Battered renovation market finally looking up?
New home sales get most of the attention these days.
A big jump in new home sales in October helped push stocks up earlier this week.
Yet almost this was primarily a regional increase, not a national trend, with almost all the increased sales activity taking place in the South.
That makes sense give the sprawling geography of the region and the still relative plenty in terms of buildable land.
But it’s a different story here in New England and especially in highly developed Eastern Massachusetts, where buildable lots are hard to come by and town officials are not necessarily welcoming new homes with open arms.
A more meaningful indicator in some ways for the metro Boston housing market may not be new homes, but rather renovation activity.
We don’t have a lot of land to build new homes on, but we sure do have a lot of older homes that need new work.
Renovation activity headed into a deep swoon starting in 2007 and, for the most part, hasn’t stopped.
Still, the rate of decline has begun to moderate, with the Harvard’s Joint Center predicting some modest year over year increases in the first half of 2010.
“Remodeling spending by homeowners shows early signs of stabilization,” said Nicolas P. Retsinas, director of the Joint Center for Housing Studies, in a press statement. “While the housing recovery has been erratic, a strengthening economy could produce spending increases on home improvement projects by the second quarter of next year.”

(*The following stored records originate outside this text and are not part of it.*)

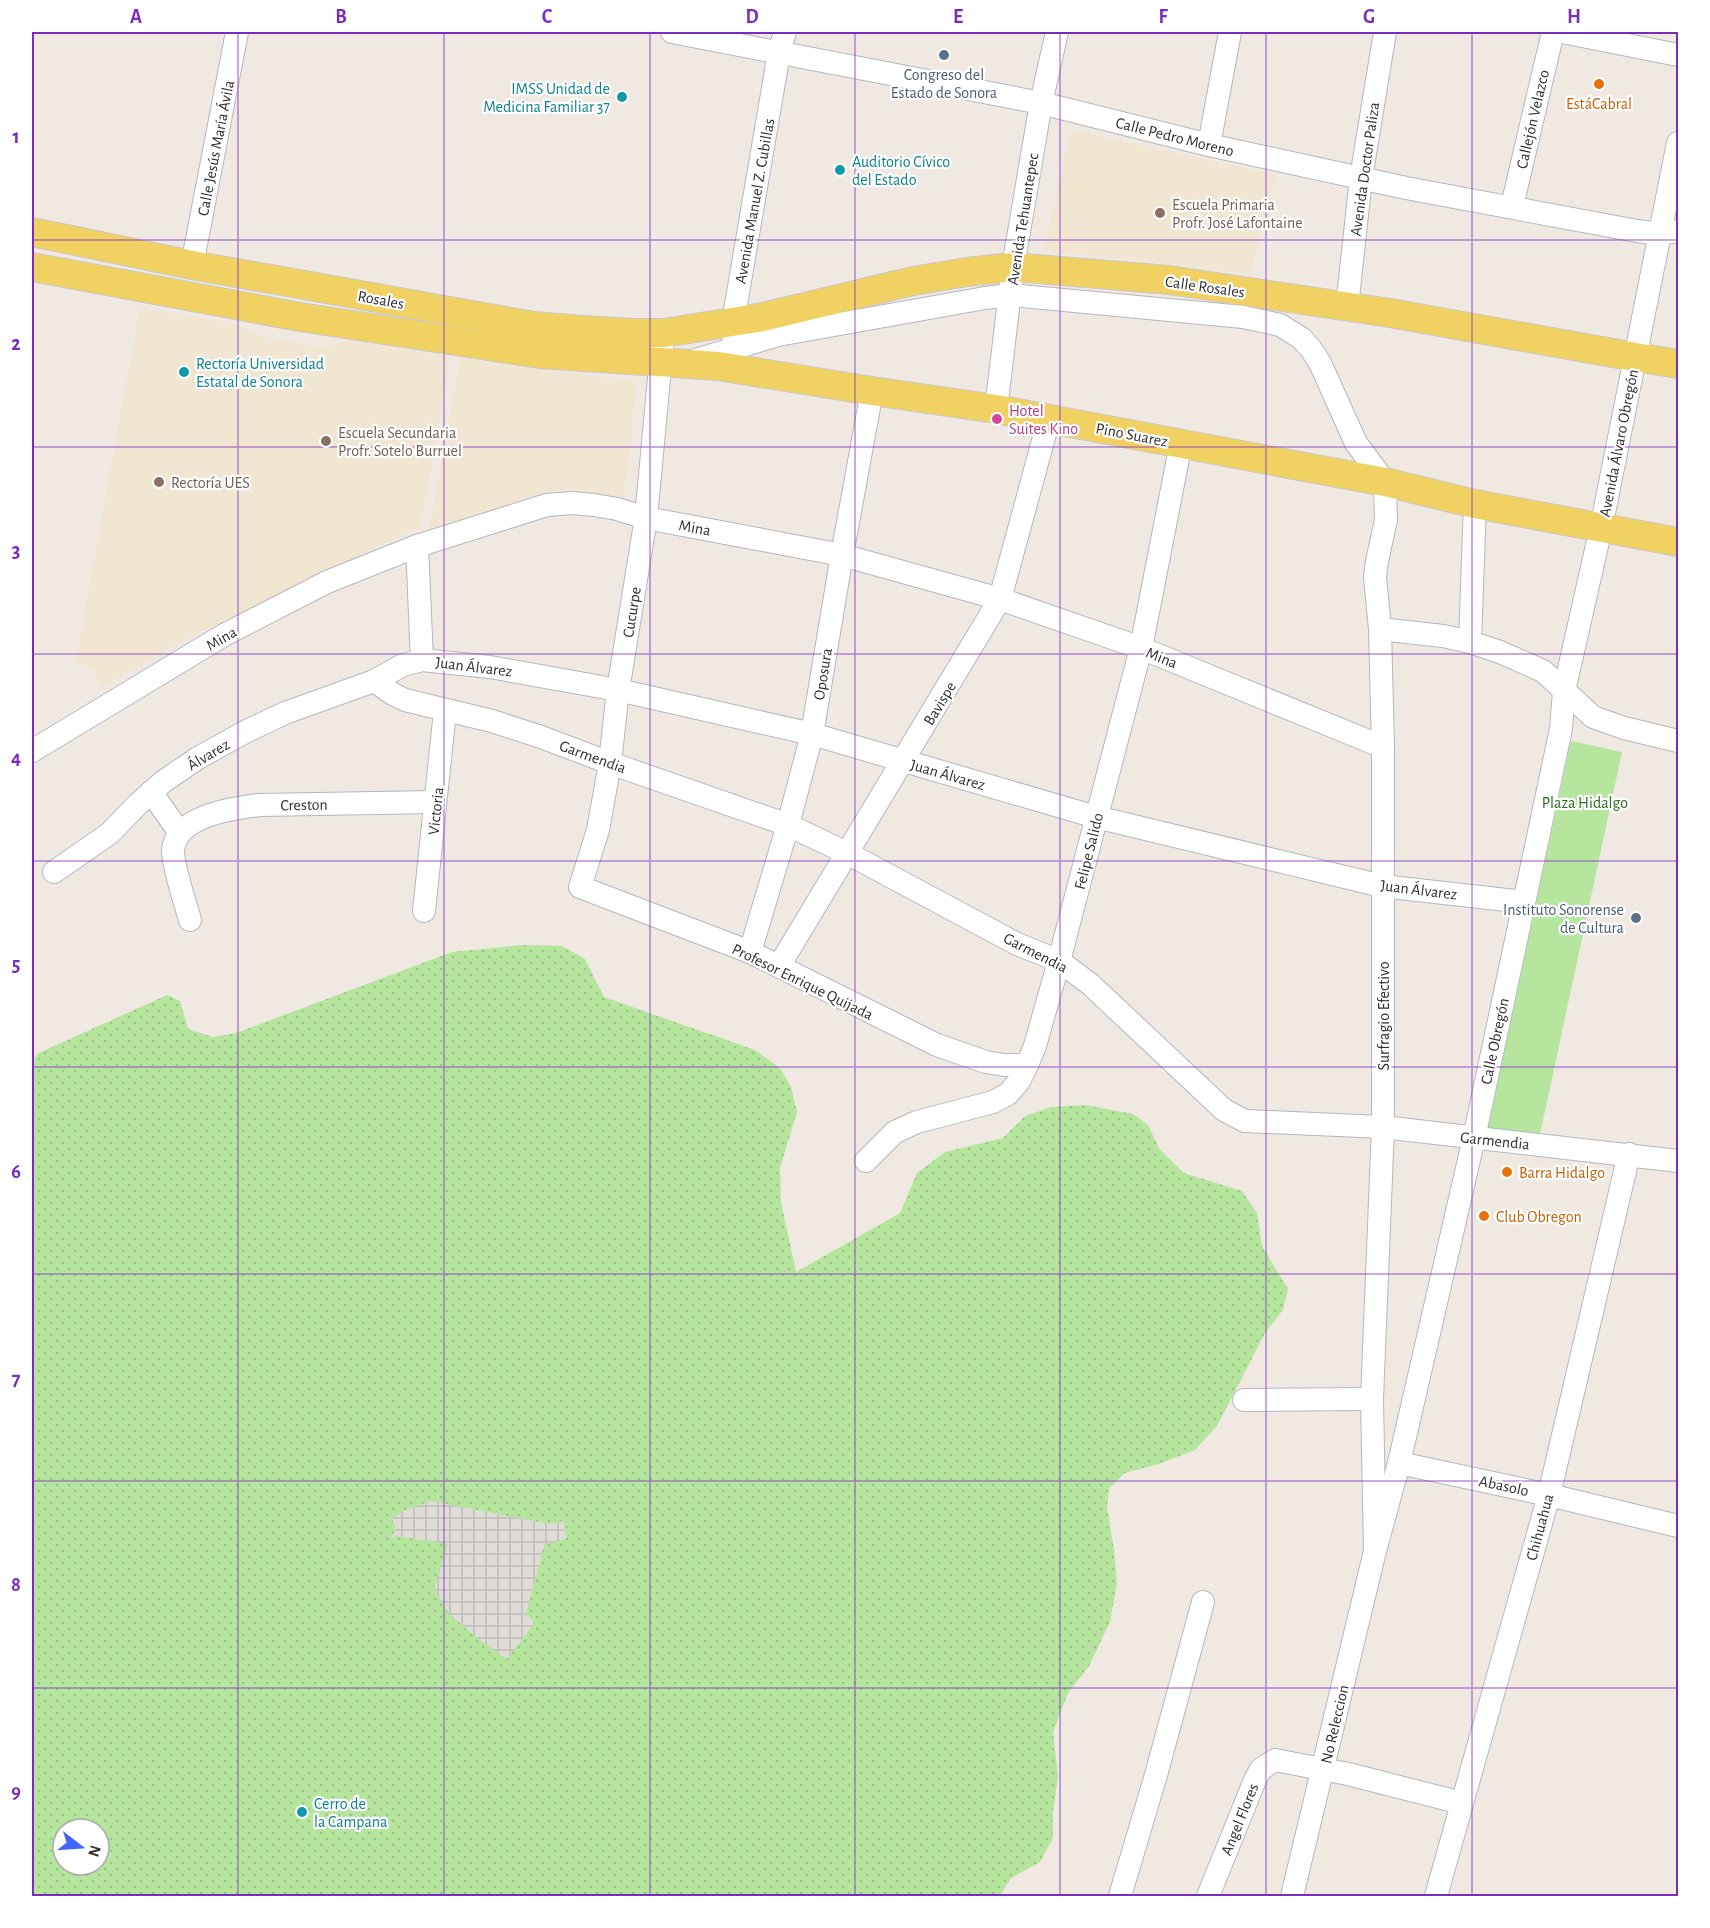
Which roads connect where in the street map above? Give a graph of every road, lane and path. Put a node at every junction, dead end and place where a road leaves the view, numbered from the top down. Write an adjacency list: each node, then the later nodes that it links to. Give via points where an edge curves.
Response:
1 (237, 32): 17 (street, Calle Jesús María Ávila)
2 (672, 32): 8 (street, Calle Pedro Moreno)
3 (1057, 32): 10 (street, Avenida Tehuantepec)
4 (1230, 32): 12 (street)
5 (1385, 32): 13 (street, Avenida Doctor Paliza)
6 (1553, 32): 14 (street, Callejón Velazco)
7 (1562, 32): 9 (street)
8 (782, 42): 10 (street, Calle Pedro Moreno); 23 (street, Avenida Manuel Z. Cubillas)
9 (1678, 54)
10 (1041, 103): 12 (street, Calle Pedro Moreno); 19 (street, Avenida Tehuantepec)
11 (1678, 143): 16 (street, Avenida Álvaro Obregón)
12 (1209, 145): 13 (street, Calle Pedro Moreno)
13 (1361, 178): 14 (street, Calle Pedro Moreno); 21 (street, Avenida Doctor Paliza)
14 (1512, 206): 16 (street, Calle Pedro Moreno, via 1637,231)
15 (32, 232): 17 (main road, Rosales)
16 (1670, 232): 24 (street, Avenida Álvaro Obregón)
17 (192, 265): 22 (main road, Rosales, via 534,326)
18 (32, 267): 25 (main road, Rosales, via 300,317 540,354)
19 (1013, 267): 20 (street, Avenida Tehuantepec); 21 (main road, Calle Rosales, via 1169,280); 23 (main road, Calle Rosales, via 913,281 791,311)
20 (1011, 295): 23 (street, Calle Rosales, via 778,334); 28 (street, Avenida Tehuantepec); 31 (street, Calle Rosales, via 1243,317 1286,328 1301,338 1320,363 1356,443)
21 (1347, 307): 24 (main road, Calle Rosales)
22 (664, 333): 23 (main road, Rosales); 25 (street, Cucurpe)
23 (736, 346): 25 (main road, Pino Suarez); 27 (main road, Pino Suarez)
24 (1635, 357): 26 (main road, Calle Rosales); 34 (street, Avenida Álvaro Obregón)
25 (673, 363): 33 (street, Cucurpe)
26 (1678, 364)
27 (872, 391): 28 (main road, Pino Suarez); 37 (street, Oposura)
28 (996, 409): 29 (main road, Pino Suarez)
29 (1049, 419): 30 (main road, Pino Suarez); 38 (street, Bavispe)
30 (1180, 443): 31 (main road, Pino Suarez); 41 (street, Felipe Salido)
31 (1385, 482): 32 (main road, Pino Suarez); 39 (street, Surfragio Efectivo, via 1386,520 1375,577)
32 (1475, 504): 34 (main road, Pino Suarez); 40 (street)
33 (646, 518): 36 (street, Mina, via 594,505 547,505); 37 (street, Mina); 44 (street, Cucurpe)
34 (1601, 528): 35 (main road, Pino Suarez); 45 (street, Calle Obregón)
35 (1678, 542)
36 (417, 546): 42 (street); 50 (street, Mina, via 327,582 224,635)
37 (842, 555): 38 (street, Mina); 47 (street, Oposura)
38 (1000, 599): 41 (street, Mina); 51 (street, Bavispe)
39 (1380, 629): 40 (street); 49 (street, Surfragio Efectivo)
40 (1470, 642): 45 (street, via 1543,671)
41 (1141, 648): 49 (street, Mina); 55 (street, Felipe Salido)
42 (422, 660): 43 (street, Juan Álvarez, via 403,665); 44 (street, Juan Álvarez, via 490,667)
43 (379, 684): 46 (street, Garmendia, via 405,699); 53 (street, Álvarez, via 285,713 198,758)
44 (618, 690): 47 (street, Juan Álvarez); 52 (street, Cucurpe)
45 (1564, 691): 48 (street, via 1593,717); 62 (street, Calle Obregón, via 1561,729)
46 (445, 711): 52 (street, Garmendia, via 512,727); 54 (street, Victoria)
47 (812, 735): 51 (street, Juan Álvarez); 56 (street, Oposura)
48 (1678, 741)
49 (1383, 747): 60 (street, Surfragio Efectivo)
50 (32, 751)
51 (904, 761): 55 (street, Juan Álvarez); 58 (street, Bavispe)
52 (610, 763): 56 (street, Garmendia); 61 (street, Cucurpe, via 598,830)
53 (151, 792): 57 (street); 59 (street, Álvarez, via 110,833)
54 (435, 802): 57 (street, Creston, via 259,805 207,816); 63 (street, Victoria)
55 (1096, 817): 60 (street, Juan Álvarez); 66 (street, Felipe Salido)
56 (788, 825): 58 (street, Garmendia); 65 (street, Oposura)
57 (180, 834): 64 (street, via 173,854)
58 (848, 853): 66 (street, Garmendia, via 1017,944); 67 (street, Bavispe)
59 (54, 872)
60 (1382, 886): 62 (street, Juan Álvarez); 69 (street, Surfragio Efectivo)
61 (580, 887): 65 (street, Profesor Enrique Quijada)
62 (1524, 902): 70 (street, Calle Obregón)
63 (424, 911)
64 (190, 920)
65 (750, 952): 67 (street, Profesor Enrique Quijada)
66 (1059, 961): 68 (street, Felipe Salido); 69 (street, Garmendia, via 1090,984 1234,1116 1261,1122)
67 (779, 966): 68 (street, Profesor Enrique Quijada, via 937,1045 986,1062)
68 (1027, 1065): 72 (street, Felipe Salido, via 1008,1094 895,1132)
69 (1383, 1127): 70 (street, Garmendia); 74 (street, Surfragio Efectivo)
70 (1474, 1138): 71 (street, Garmendia); 76 (street, Calle Obregón)
71 (1629, 1154): 73 (street, Garmendia); 77 (street, Chihuahua)
72 (866, 1161)
73 (1678, 1161)
74 (1372, 1399): 75 (street); 79 (street, Surfragio Efectivo)
75 (1244, 1400)
76 (1400, 1463): 77 (street, Abasolo); 79 (street, Calle Obregón)
77 (1549, 1494): 78 (street, Abasolo); 82 (street, Chihuahua)
78 (1678, 1526)
79 (1375, 1551): 81 (street, No Releccion)
80 (1203, 1602): 83 (street)
81 (1323, 1769): 82 (street, Angel Flores); 84 (street, Angel Flores, via 1275,1760 1261,1769); 85 (street, No Releccion)
82 (1462, 1803): 86 (street, Chihuahua)
83 (1120, 1896)
84 (1208, 1896)
85 (1292, 1896)
86 (1436, 1896)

Though still getting hammered on Wall Street, Home Depot is now talking up the idea of stabilization as well.
It’s a subject that’s close to my heart, with my wife Karen and I having just wrapped up a major renovation and addition to our roughly 100-year-old Natick fixer-upper.
When work on our house was at its peak back in early 2009, we were pretty much the only decent sized renovation project in our part of town – or at least that’s what our work-starved contractors told us.
With a growing family of three children five and under, it made more sense for us to fix up and build onto what we had than trying to sell and move to a larger house.
Anyway, I am betting we will soon have a little more company on our still frequent forays to Home Depot.